Before starting the process, you’ll want to know what your credit score is. If there is anything on your credit report that isn’t accurate, it’s a good idea to dispute those items with the credit bureau’s before attempting to refinance. This could increase your FICO score and help you get a better rate. You’ll also want to make sure you have money set aside for closing costs. Closing costs can cost around 2%-3% of your loan amount. Check to see if you have a pre-payment penalty. If so, this will be added to closing costs. Make sure you shop around for the best rates and lenders. Some lenders will wave some routine refinance charges like application, appraisal and legal fees. Try to avoid second mortgages that include penalites for late payments and default. By shopping around, you can find the most competative rates.
Another option is to roll what you have left over on your second mortgage into your first. Again, this may not be the best option for everyone. Usually, it must have been 12 months since you’ve secured your second mortgage and still have 10% equity in your home.
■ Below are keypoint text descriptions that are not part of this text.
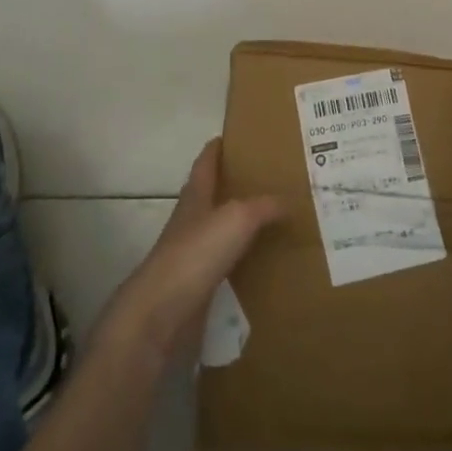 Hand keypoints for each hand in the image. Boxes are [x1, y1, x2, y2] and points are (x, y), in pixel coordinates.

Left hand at [95, 140, 280, 367]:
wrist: (161, 313)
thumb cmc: (195, 254)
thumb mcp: (237, 219)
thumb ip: (264, 206)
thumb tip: (290, 200)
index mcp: (195, 197)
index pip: (205, 163)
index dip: (216, 148)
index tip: (233, 136)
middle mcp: (191, 221)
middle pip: (211, 195)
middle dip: (233, 185)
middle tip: (266, 178)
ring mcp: (191, 255)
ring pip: (219, 230)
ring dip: (239, 223)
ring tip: (272, 219)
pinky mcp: (196, 286)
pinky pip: (225, 264)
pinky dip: (242, 258)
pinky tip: (261, 262) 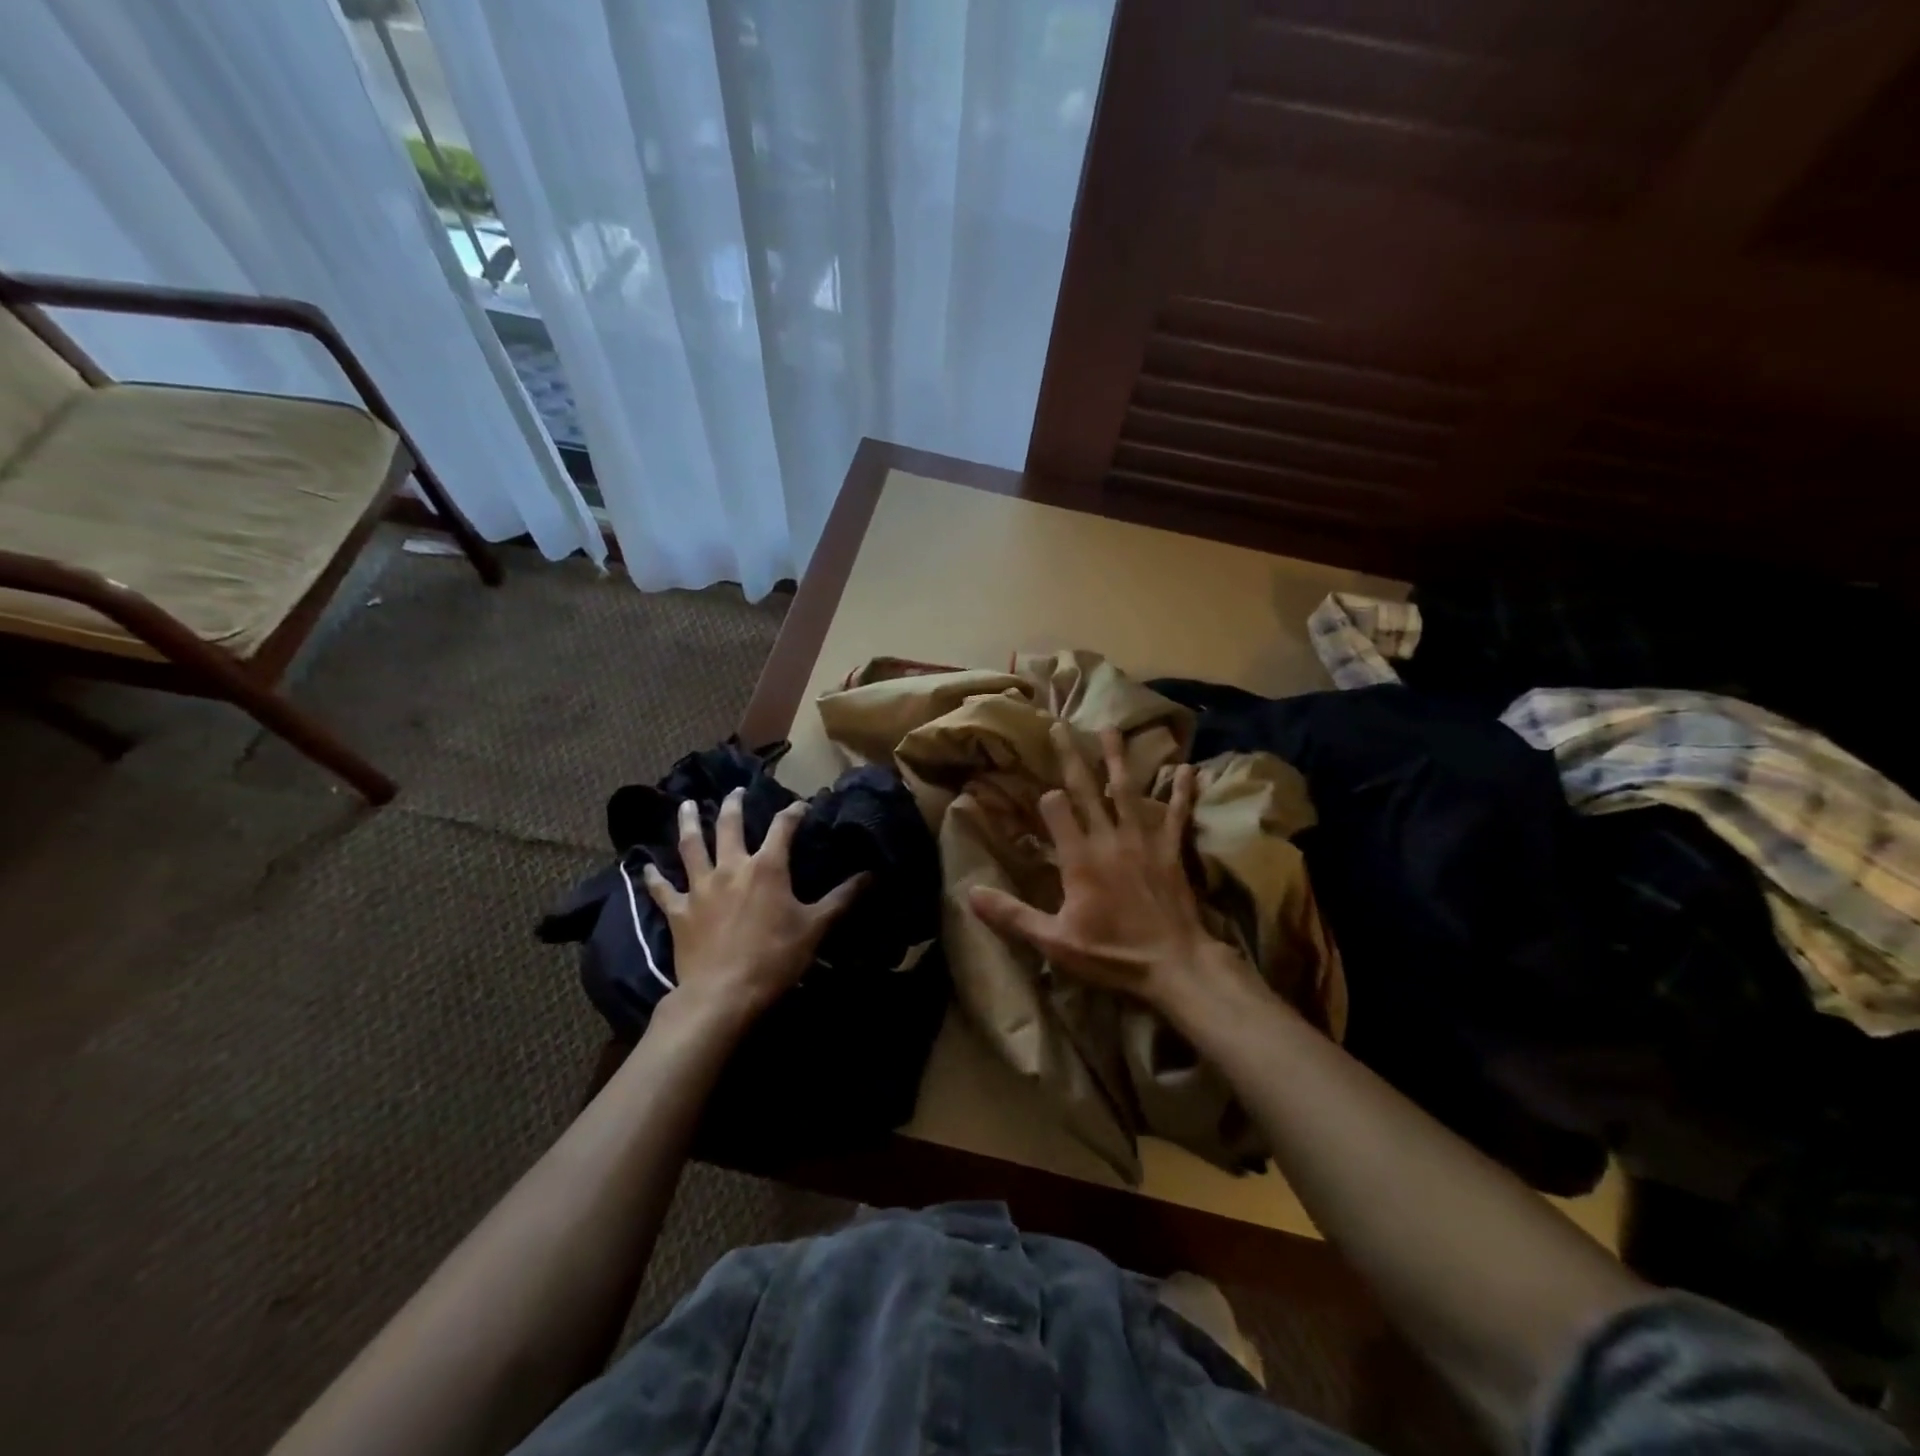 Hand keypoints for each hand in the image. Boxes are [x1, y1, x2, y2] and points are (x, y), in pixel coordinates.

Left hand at [643, 790, 866, 1027]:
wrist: (723, 994)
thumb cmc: (775, 957)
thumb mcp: (816, 928)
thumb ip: (843, 898)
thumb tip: (873, 874)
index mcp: (768, 867)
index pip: (783, 827)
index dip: (793, 812)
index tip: (802, 805)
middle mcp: (732, 867)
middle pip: (729, 825)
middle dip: (734, 804)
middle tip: (735, 791)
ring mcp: (701, 887)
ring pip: (691, 846)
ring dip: (689, 823)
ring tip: (686, 805)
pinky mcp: (679, 911)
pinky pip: (663, 890)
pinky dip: (653, 878)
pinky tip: (645, 867)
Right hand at [969, 724, 1246, 1012]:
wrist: (1175, 965)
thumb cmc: (1112, 954)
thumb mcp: (1054, 941)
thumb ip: (1012, 915)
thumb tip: (970, 893)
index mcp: (1079, 858)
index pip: (1055, 811)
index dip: (1044, 798)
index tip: (1037, 791)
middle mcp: (1109, 839)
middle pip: (1087, 789)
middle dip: (1071, 757)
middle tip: (1061, 726)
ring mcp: (1143, 840)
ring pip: (1128, 790)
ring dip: (1117, 758)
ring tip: (1111, 728)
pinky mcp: (1170, 850)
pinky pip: (1176, 814)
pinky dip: (1180, 791)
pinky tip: (1186, 768)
Applying to refinance your second mortgage is similar to applying to refinance your first: You must submit a full application with requested documentation to a lender that offers second mortgages on your type of property in your area. The lender will determine whether your credit, income, and home meet their guidelines, and they will either extend or deny you credit (a refinance) based on their findings.
Refinancing your second may be more difficult than your first, though, in an area where home values are falling or have fallen. The list of lenders that are willing to extend second mortgages to homeonwers has shrunk considerably in recent years, and if you owe more than 80-90% of your home’s current value (both loans combined), there may be very few lenders (if any) that offer a refinance product for second loans.
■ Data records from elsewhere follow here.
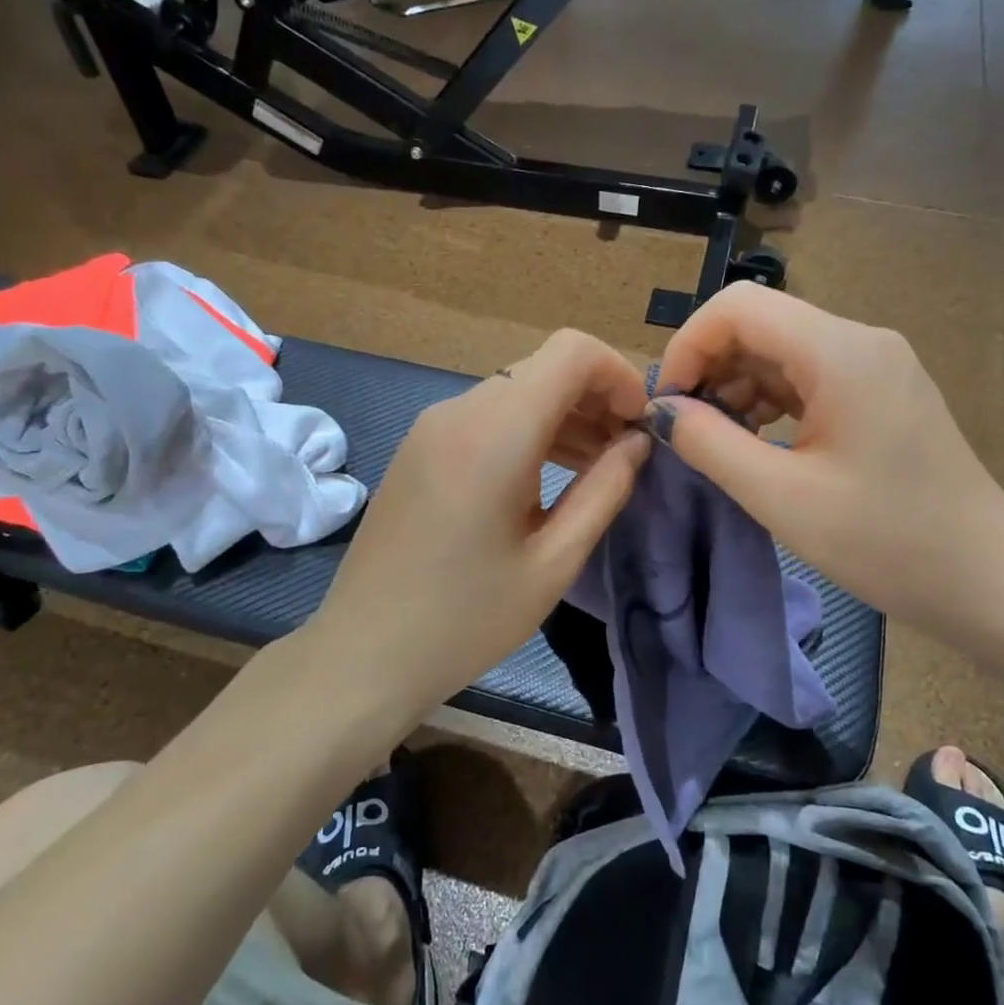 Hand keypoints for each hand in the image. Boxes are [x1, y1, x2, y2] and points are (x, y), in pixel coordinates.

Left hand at [312, 329, 650, 704]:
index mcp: (494, 434)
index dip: (618, 375)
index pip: (571, 351)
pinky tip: (544, 477)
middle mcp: (458, 411)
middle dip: (595, 398)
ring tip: (594, 468)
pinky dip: (527, 430)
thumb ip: (604, 491)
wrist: (364, 652)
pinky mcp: (418, 447)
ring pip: (516, 391)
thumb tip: (638, 442)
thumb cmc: (466, 620)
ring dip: (563, 416)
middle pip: (544, 368)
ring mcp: (431, 427)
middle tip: (625, 454)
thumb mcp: (553, 562)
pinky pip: (486, 416)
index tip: (639, 425)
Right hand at [652, 283, 1003, 629]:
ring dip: (737, 386)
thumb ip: (710, 444)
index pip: (738, 306)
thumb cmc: (886, 541)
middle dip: (710, 367)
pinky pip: (808, 375)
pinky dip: (770, 399)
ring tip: (719, 441)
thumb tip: (663, 411)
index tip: (668, 403)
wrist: (988, 578)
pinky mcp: (881, 391)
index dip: (689, 344)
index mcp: (840, 352)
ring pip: (781, 349)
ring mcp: (876, 364)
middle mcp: (860, 341)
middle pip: (761, 323)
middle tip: (686, 428)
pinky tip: (757, 440)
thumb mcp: (782, 497) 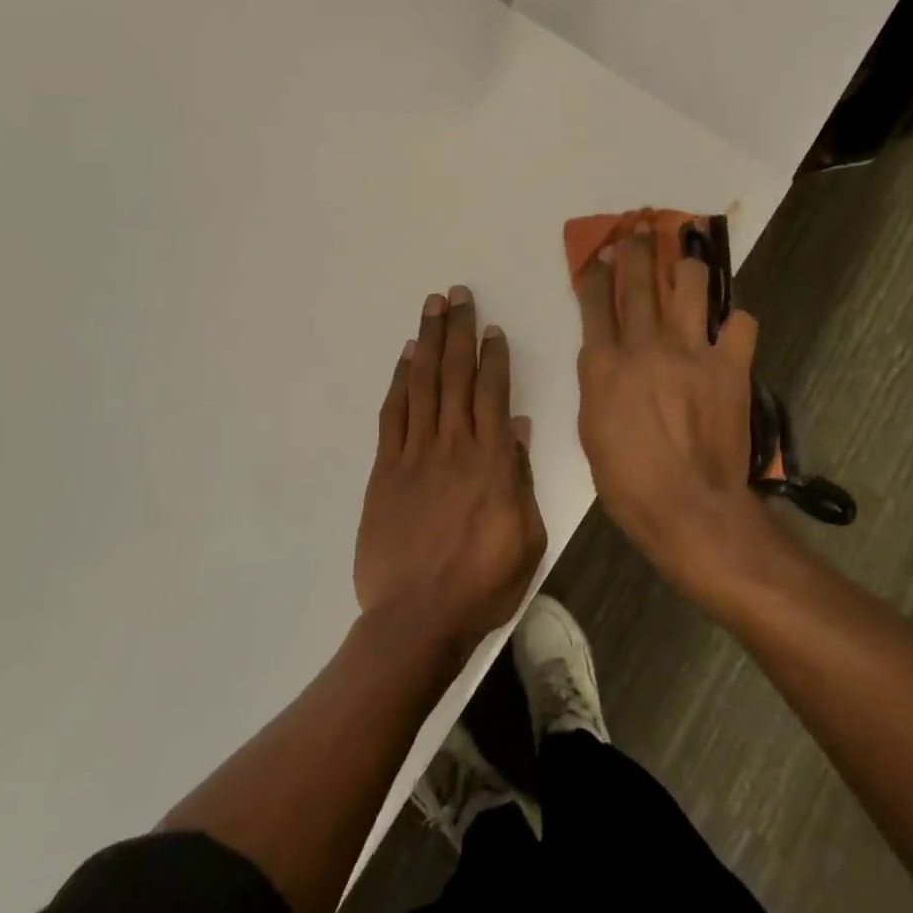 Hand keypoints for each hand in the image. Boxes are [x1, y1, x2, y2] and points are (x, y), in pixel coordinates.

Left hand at [355, 286, 545, 663]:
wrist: (417, 618)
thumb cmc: (483, 583)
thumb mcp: (527, 536)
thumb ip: (521, 477)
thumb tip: (520, 427)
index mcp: (493, 460)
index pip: (493, 392)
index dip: (493, 355)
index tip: (491, 327)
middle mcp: (454, 445)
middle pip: (455, 375)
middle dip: (458, 331)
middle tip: (457, 294)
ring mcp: (415, 454)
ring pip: (423, 384)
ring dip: (429, 342)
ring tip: (432, 307)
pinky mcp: (385, 470)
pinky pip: (393, 415)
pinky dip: (399, 381)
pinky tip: (405, 357)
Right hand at [574, 227, 776, 598]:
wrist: (689, 508)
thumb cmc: (628, 481)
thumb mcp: (591, 429)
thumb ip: (597, 383)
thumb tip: (605, 355)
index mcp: (604, 363)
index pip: (595, 300)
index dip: (596, 270)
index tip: (598, 252)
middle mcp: (645, 345)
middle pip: (639, 279)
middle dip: (636, 246)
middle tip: (639, 226)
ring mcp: (691, 351)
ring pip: (690, 284)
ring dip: (687, 265)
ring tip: (688, 256)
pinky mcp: (730, 366)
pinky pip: (739, 324)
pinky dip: (734, 321)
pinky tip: (728, 327)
When a lender is in “second” position(or third or fourth for that matter), their position is inherently riskier than that of the first lender. If you were to stop making payments and the home needed to be sold or foreclosed, the second lender would only receive renumeration AFTER the first lender was paid in full. In many cases, there is nothing left after a distressed sale and attorney costs from the first lender – and the second lender loses everything or nearly everything. Additionally, should you stop paying the second lender but continue to pay the first on time, the second mortgage holder would have to jump through some additional hoops to try to recover their losses while the first lender has no inclination to change a thing.
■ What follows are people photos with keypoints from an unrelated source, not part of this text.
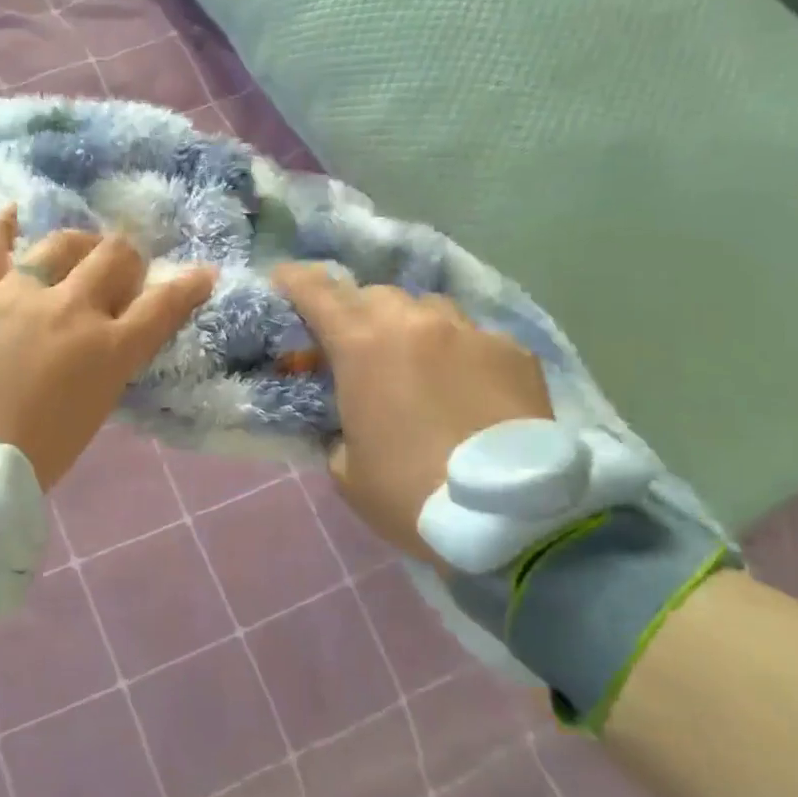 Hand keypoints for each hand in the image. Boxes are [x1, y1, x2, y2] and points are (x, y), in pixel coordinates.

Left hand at [0, 207, 216, 487]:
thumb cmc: (28, 460)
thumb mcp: (90, 415)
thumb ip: (104, 368)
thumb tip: (103, 340)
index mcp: (107, 351)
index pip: (162, 305)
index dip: (188, 286)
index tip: (201, 272)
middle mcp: (70, 309)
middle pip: (115, 257)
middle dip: (126, 259)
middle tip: (117, 272)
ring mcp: (17, 291)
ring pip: (62, 243)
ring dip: (78, 246)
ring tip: (73, 253)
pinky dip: (4, 226)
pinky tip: (12, 216)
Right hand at [274, 264, 554, 565]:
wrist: (510, 518)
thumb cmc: (409, 494)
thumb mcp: (346, 468)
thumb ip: (337, 425)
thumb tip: (348, 415)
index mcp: (361, 346)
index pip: (317, 292)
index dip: (295, 280)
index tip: (283, 278)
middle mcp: (414, 323)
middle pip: (374, 295)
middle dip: (358, 313)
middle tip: (358, 346)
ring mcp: (469, 331)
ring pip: (428, 308)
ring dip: (411, 326)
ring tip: (418, 361)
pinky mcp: (514, 350)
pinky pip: (475, 336)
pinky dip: (460, 352)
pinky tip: (469, 386)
Your best bet would be to talk to an experienced, independent mortgage broker or lender (or several) in your area about second loan options. In my area (New England), the most generous/lenient “second mortgage” lenders are the local ones – wholesale brokers, correspondents, or community banks and credit unions. When a lender is headquartered in or near your neighborhood and is very familiar with the area, they may be more willing to be in riskier “second” position – that is, offer you a second mortgage.
You may also be successful in talking to your current second mortgage lender – in theory, they are already in the risky second position, so they may be willing to offer you a safer loan that more firmly secures both your position and theirs going forward.